The copy must match the data below line for line and contain no images.

*** DATA SHOWN ***

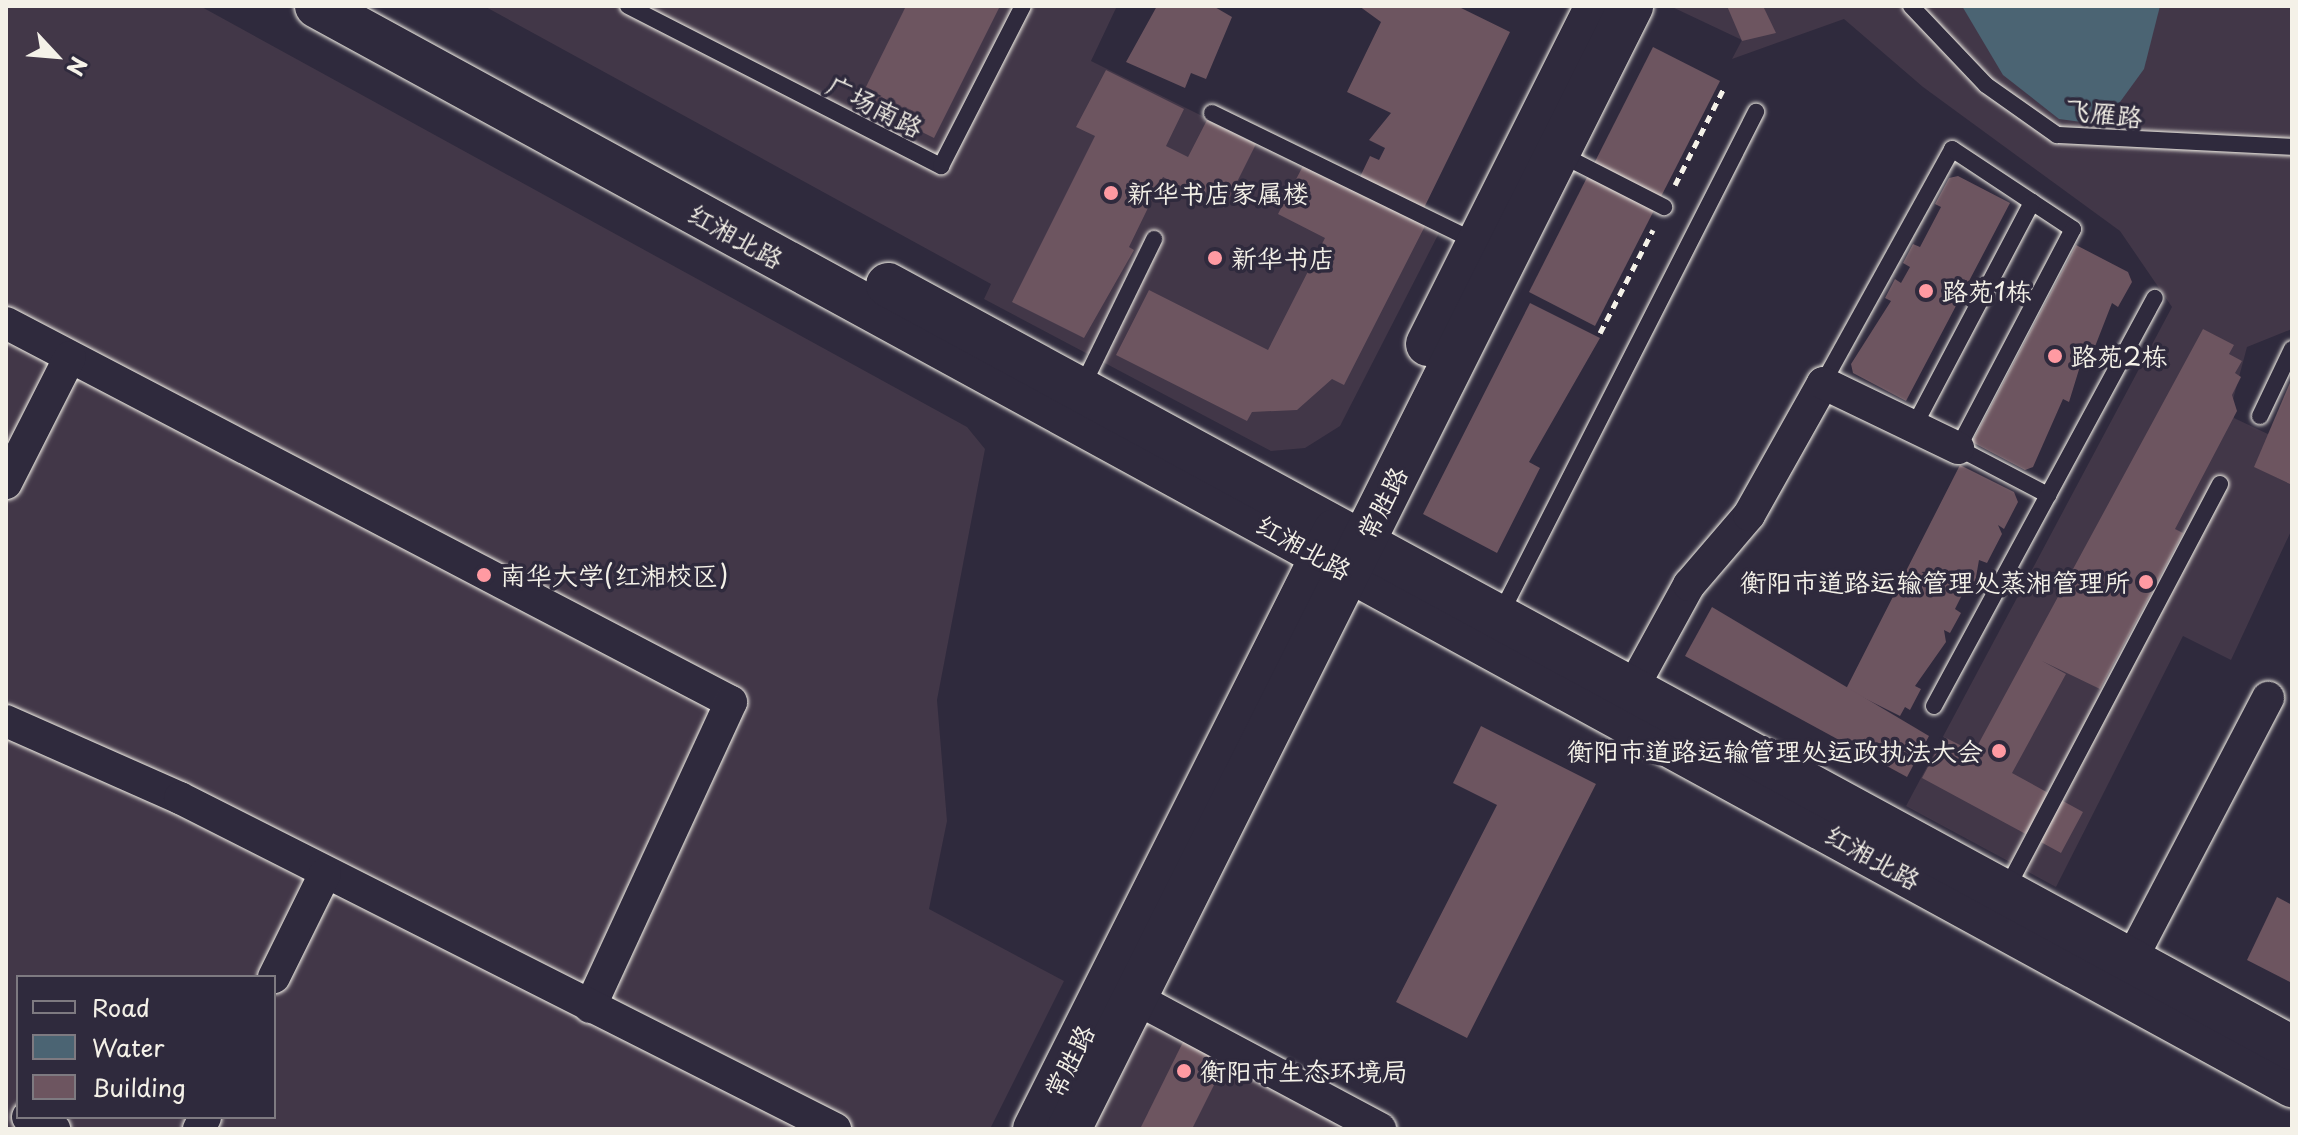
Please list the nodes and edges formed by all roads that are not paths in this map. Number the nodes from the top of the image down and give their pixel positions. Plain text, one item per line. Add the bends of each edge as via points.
1 (317, 6) edge
2 (380, 6) edge
3 (628, 6) edge
4 (1023, 6) edge
5 (1597, 6) edge
6 (1631, 6) edge
7 (1911, 6) edge
8 (1756, 112) dead end
9 (1212, 113) dead end
10 (1544, 146) junction
11 (2292, 147) edge
12 (2032, 202) junction
13 (1664, 207) dead end
14 (1154, 239) dead end
15 (1492, 250) junction
16 (2155, 298) dead end
17 (6, 323) edge
18 (2292, 349) edge
19 (70, 357) junction
20 (1823, 383) junction
21 (1081, 390) junction
22 (2260, 416) dead end
23 (1911, 432) junction
24 (1958, 448) junction
25 (6, 483) edge
26 (2220, 484) dead end
27 (2048, 495) junction
28 (1342, 550) junction
29 (1499, 617) junction
30 (1632, 689) junction
31 (2268, 698) dead end
32 (1934, 706) dead end
33 (6, 721) edge
34 (325, 874) junction
35 (2005, 891) junction
36 (2131, 960) junction
37 (275, 975) edge
38 (1135, 998) junction
39 (590, 1007) junction
40 (2292, 1048) edge
41 (2292, 1085) edge
42 (32, 1119) edge
43 (54, 1129) edge
44 (835, 1129) edge
45 (1035, 1129) edge
46 (1069, 1129) edge
47 (1380, 1129) edge

1 - 28 main road, 红湘北路
2 - 21 main road, 红湘北路
3 - 4 lane, 广场南路 via 941,166
5 - 10 main road, 常胜路
6 - 10 main road, 常胜路
7 - 11 lane, 飞雁路 via 1986,85 2057,135
8 - 29 lane
9 - 15 lane
10 - 13 lane
10 - 15 main road, 常胜路
12 - 20 lane via 1952,149
12 - 23 lane
12 - 24 lane via 2073,229
14 - 21 lane
15 - 28 main road, 常胜路
16 - 27 lane
17 - 19 street
18 - 22 lane
19 - 25 street
19 - 39 street via 731,702
20 - 23 street
20 - 30 street via 1749,515 1689,585
21 - 28 main road, 红湘北路
23 - 24 street
24 - 27 lane
26 - 35 lane
27 - 32 lane
28 - 29 main road, 红湘北路
28 - 38 main road, 常胜路
28 - 41 main road, 红湘北路
28 - 45 main road, 常胜路
29 - 30 main road, 红湘北路
30 - 35 main road, 红湘北路
31 - 36 street
33 - 34 street
34 - 37 street
34 - 39 street
35 - 36 main road, 红湘北路
36 - 40 main road, 红湘北路
38 - 46 main road, 常胜路
38 - 47 street
39 - 44 street
42 - 43 street

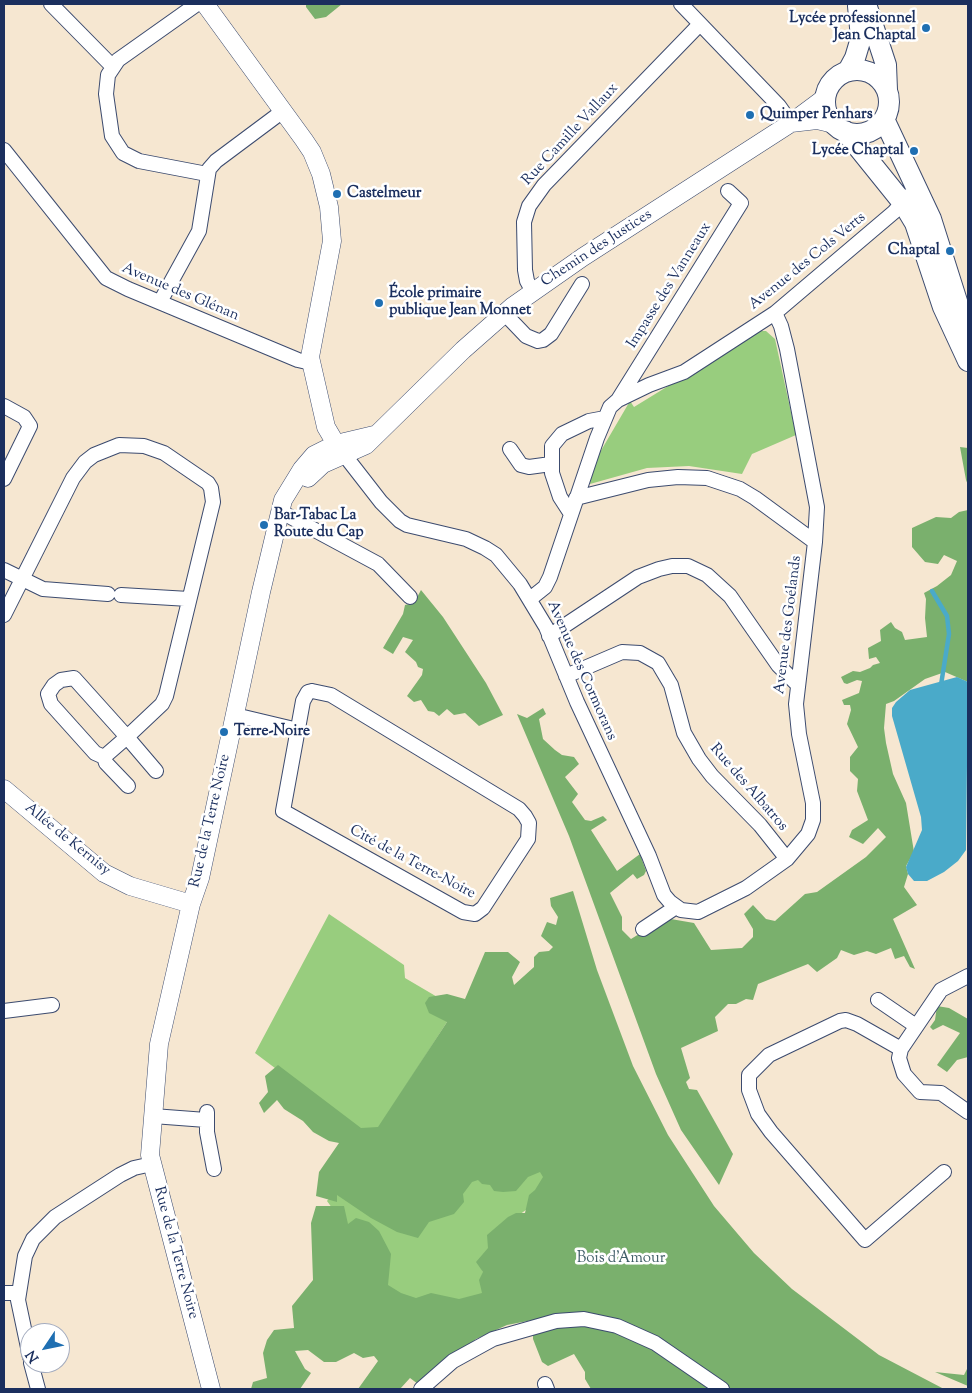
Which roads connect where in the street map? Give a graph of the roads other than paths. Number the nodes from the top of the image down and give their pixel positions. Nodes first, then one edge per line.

*** End of DATA SHOWN ***

* [PROBLEM SOLUTION]
Please list the nodes and edges formed by all roads that are not paths in this map. Number the nodes from the top of the image down and give their pixel positions. Plain text, one item per line. Add the bends of each edge as via points.
1 (317, 6) edge
2 (380, 6) edge
3 (628, 6) edge
4 (1023, 6) edge
5 (1597, 6) edge
6 (1631, 6) edge
7 (1911, 6) edge
8 (1756, 112) dead end
9 (1212, 113) dead end
10 (1544, 146) junction
11 (2292, 147) edge
12 (2032, 202) junction
13 (1664, 207) dead end
14 (1154, 239) dead end
15 (1492, 250) junction
16 (2155, 298) dead end
17 (6, 323) edge
18 (2292, 349) edge
19 (70, 357) junction
20 (1823, 383) junction
21 (1081, 390) junction
22 (2260, 416) dead end
23 (1911, 432) junction
24 (1958, 448) junction
25 (6, 483) edge
26 (2220, 484) dead end
27 (2048, 495) junction
28 (1342, 550) junction
29 (1499, 617) junction
30 (1632, 689) junction
31 (2268, 698) dead end
32 (1934, 706) dead end
33 (6, 721) edge
34 (325, 874) junction
35 (2005, 891) junction
36 (2131, 960) junction
37 (275, 975) edge
38 (1135, 998) junction
39 (590, 1007) junction
40 (2292, 1048) edge
41 (2292, 1085) edge
42 (32, 1119) edge
43 (54, 1129) edge
44 (835, 1129) edge
45 (1035, 1129) edge
46 (1069, 1129) edge
47 (1380, 1129) edge

1 - 28 main road, 红湘北路
2 - 21 main road, 红湘北路
3 - 4 lane, 广场南路 via 941,166
5 - 10 main road, 常胜路
6 - 10 main road, 常胜路
7 - 11 lane, 飞雁路 via 1986,85 2057,135
8 - 29 lane
9 - 15 lane
10 - 13 lane
10 - 15 main road, 常胜路
12 - 20 lane via 1952,149
12 - 23 lane
12 - 24 lane via 2073,229
14 - 21 lane
15 - 28 main road, 常胜路
16 - 27 lane
17 - 19 street
18 - 22 lane
19 - 25 street
19 - 39 street via 731,702
20 - 23 street
20 - 30 street via 1749,515 1689,585
21 - 28 main road, 红湘北路
23 - 24 street
24 - 27 lane
26 - 35 lane
27 - 32 lane
28 - 29 main road, 红湘北路
28 - 38 main road, 常胜路
28 - 41 main road, 红湘北路
28 - 45 main road, 常胜路
29 - 30 main road, 红湘北路
30 - 35 main road, 红湘北路
31 - 36 street
33 - 34 street
34 - 37 street
34 - 39 street
35 - 36 main road, 红湘北路
36 - 40 main road, 红湘北路
38 - 46 main road, 常胜路
38 - 47 street
39 - 44 street
42 - 43 street

Which roads connect where in the street map? Give a graph of the roads other than paths. Number the nodes from the top of the image down and give their pixel positions. Nodes first, then one edge per line.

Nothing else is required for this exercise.